Historical Figures

Servulo Gutierrez

Servulo Gutierrez Alarcon , was born in Ica in 1914 and died in Lima on June 21, 1961. Son of Daniel Gutiérrez Fernández and Lucila Alarcón Valverde. The peculiar landscapes of his native land, a mixture of desert and oasis, were his first source of inspiration, as were the images of the processions to the Lord of Luren, patron saint of Ica, which overflowed in drawings full of creativity. . From a very young age he worked as a waiter in his father's restaurant, later being a laborer in the construction of the Pisco-Castrovirreyna highway. On the death of his mother, he moved to Lima, living with his brother, who was dedicated to artistic restoration and crafts. This was his first contact with the knowledge of artistic techniques.

Sérvulo Gutiérrez in Argentina

In the capital, Sérvulo Gutiérrez exercised various trades, as different from each other as that of manufacturer of huacos and amateur boxer. Curiously, it was in this last condition that he had the opportunity to travel abroad, as a member of the Peruvian boxing team. In Córdoba (Argentina) in 1935 he won the title of South American bantamweight runner-up, a category in which he held the title of national champion.
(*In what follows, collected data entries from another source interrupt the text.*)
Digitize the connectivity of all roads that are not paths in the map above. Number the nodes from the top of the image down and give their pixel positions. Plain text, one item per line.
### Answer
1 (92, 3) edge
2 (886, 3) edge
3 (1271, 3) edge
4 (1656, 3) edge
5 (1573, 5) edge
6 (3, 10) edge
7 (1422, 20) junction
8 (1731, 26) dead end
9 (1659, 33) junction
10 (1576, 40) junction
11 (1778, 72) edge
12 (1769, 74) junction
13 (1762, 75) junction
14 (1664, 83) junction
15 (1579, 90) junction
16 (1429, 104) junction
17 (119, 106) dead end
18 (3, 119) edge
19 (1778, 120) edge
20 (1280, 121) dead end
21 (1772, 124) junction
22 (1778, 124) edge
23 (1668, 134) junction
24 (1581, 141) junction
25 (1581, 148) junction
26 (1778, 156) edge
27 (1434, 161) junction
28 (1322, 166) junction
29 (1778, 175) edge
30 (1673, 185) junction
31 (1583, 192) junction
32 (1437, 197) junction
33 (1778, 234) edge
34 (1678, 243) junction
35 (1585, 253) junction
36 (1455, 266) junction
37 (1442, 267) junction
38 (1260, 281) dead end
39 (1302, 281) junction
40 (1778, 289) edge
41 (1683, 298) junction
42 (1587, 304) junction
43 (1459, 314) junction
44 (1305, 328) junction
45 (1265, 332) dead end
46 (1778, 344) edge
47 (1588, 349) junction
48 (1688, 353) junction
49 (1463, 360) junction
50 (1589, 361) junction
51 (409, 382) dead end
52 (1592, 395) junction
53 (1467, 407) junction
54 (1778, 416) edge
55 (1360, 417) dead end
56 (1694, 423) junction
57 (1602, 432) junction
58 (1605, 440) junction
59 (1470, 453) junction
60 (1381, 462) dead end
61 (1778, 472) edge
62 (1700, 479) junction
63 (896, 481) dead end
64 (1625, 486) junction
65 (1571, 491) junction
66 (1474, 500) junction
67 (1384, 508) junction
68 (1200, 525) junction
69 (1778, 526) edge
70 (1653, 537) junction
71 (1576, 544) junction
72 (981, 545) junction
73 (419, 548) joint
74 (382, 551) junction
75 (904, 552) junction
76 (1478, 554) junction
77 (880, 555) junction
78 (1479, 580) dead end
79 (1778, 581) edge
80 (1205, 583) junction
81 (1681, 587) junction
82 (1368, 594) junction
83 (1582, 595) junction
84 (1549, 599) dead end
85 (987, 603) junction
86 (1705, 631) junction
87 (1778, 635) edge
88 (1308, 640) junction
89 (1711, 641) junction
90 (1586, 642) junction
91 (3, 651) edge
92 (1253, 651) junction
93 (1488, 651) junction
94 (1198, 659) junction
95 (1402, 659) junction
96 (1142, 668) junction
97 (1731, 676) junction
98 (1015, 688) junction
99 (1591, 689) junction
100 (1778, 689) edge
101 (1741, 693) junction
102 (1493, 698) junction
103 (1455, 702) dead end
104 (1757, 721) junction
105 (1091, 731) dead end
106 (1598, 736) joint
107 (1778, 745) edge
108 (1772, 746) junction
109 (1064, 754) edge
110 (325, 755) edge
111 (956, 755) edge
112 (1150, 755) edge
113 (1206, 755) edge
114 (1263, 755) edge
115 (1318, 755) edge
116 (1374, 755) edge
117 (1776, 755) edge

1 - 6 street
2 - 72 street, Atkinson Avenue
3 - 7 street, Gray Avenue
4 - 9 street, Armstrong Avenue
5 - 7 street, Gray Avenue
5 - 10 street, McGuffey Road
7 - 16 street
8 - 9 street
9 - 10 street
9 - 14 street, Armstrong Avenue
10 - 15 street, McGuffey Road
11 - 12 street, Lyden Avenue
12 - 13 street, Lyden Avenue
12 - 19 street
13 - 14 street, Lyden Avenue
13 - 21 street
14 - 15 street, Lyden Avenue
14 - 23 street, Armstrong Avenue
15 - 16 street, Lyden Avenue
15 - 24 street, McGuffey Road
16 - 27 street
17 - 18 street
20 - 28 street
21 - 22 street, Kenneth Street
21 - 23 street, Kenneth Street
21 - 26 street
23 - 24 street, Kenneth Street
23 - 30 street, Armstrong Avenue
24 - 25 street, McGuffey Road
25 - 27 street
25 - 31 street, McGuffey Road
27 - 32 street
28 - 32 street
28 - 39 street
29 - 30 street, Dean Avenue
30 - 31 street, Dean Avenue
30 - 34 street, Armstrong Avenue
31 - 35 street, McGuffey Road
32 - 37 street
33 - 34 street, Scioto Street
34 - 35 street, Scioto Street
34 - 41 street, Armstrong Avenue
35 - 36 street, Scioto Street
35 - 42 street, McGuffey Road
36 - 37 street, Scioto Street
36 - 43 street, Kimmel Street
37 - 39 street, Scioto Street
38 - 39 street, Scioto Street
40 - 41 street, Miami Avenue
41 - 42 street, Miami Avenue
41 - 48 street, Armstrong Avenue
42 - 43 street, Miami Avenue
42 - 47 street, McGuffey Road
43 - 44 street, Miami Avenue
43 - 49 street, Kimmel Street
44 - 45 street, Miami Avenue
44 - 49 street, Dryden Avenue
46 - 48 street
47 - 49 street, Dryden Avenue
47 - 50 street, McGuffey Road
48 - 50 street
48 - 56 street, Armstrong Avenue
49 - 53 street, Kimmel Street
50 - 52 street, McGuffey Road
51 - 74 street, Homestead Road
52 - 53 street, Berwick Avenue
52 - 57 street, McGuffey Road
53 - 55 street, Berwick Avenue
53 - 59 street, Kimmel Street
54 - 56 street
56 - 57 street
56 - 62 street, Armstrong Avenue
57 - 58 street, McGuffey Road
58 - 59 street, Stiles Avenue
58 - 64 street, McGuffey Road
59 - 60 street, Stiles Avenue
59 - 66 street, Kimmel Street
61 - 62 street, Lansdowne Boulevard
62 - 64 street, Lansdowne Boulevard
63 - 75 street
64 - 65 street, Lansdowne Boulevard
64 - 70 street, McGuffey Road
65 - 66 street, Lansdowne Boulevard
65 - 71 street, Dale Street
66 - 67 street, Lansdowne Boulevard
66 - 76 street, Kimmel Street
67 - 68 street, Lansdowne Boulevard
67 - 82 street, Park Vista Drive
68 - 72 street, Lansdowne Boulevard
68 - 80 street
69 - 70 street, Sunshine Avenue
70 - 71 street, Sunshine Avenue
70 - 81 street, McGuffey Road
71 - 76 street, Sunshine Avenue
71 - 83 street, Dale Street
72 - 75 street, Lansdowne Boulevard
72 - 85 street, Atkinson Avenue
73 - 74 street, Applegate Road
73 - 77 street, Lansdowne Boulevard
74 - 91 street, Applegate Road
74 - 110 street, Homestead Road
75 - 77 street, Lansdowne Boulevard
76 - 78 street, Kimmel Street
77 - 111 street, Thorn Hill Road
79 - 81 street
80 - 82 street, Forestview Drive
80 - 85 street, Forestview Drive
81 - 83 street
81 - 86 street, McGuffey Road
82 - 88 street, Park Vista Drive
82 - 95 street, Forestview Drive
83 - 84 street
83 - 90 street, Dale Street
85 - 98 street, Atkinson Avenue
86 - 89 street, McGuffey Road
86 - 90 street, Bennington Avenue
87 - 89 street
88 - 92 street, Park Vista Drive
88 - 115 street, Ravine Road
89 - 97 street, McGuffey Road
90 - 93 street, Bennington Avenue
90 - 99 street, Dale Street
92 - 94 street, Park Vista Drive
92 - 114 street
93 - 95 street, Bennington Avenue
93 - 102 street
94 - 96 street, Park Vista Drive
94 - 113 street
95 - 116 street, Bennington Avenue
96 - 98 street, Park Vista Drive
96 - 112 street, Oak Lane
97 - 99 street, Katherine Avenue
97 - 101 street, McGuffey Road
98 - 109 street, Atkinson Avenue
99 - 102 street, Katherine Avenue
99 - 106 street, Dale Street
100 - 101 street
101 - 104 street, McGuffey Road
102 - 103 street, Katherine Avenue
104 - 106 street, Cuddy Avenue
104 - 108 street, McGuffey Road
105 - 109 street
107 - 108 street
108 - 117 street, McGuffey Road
He did not return to Peru and remained in Buenos Aires for several years, working alongside Emilio Pettoruti, whose powerful influence is reflected in the classic rigor of the portraits and still lifes that Sérvulo Gutiérrez painted in those years.

Beginnings of painting

Sérvulo Gutiérrez traveled to France (1938-1940) and in Paris he lived intensely while freely studying painting and sculpture. He returns to Peru and, under the influence of Ricardo Grau, devotes himself to a passionate exploration of color that, after a figurative start, led to a highly original expressionism. In 1942 he wins the first prize in an exhibition on Amazon motifs, on the occasion of the fourth centenary of the discovery of the Amazon River. In 1954 an exhibition of his works was held at the then Galería Lima. In his last ten years he returns to his Ica roots and his characteristic landscapes:the Huacachina lagoon, the desert, the palm trees ; At the same time, he begins to be recurrent in mystical images such as Santa Rosa or the Christs that he paints on any support that he has at hand:walls, napkins, newspapers, etc. Unanimously considered a "breaking point" in national art, he cultivated a rich and spontaneously colorful expressionism, simultaneously rejecting the constraints of academicism and informalist fashions. He had no precedents nor did he create a school and for the journalist Enrique Maticorena Estrada this “painter, sculptor, poet, decimist, reciter, boxer, bohemian and inveterate lover is the most typical Peruvian figure between the fifties and sixties…and the best exponent of expressionism Peruvian”.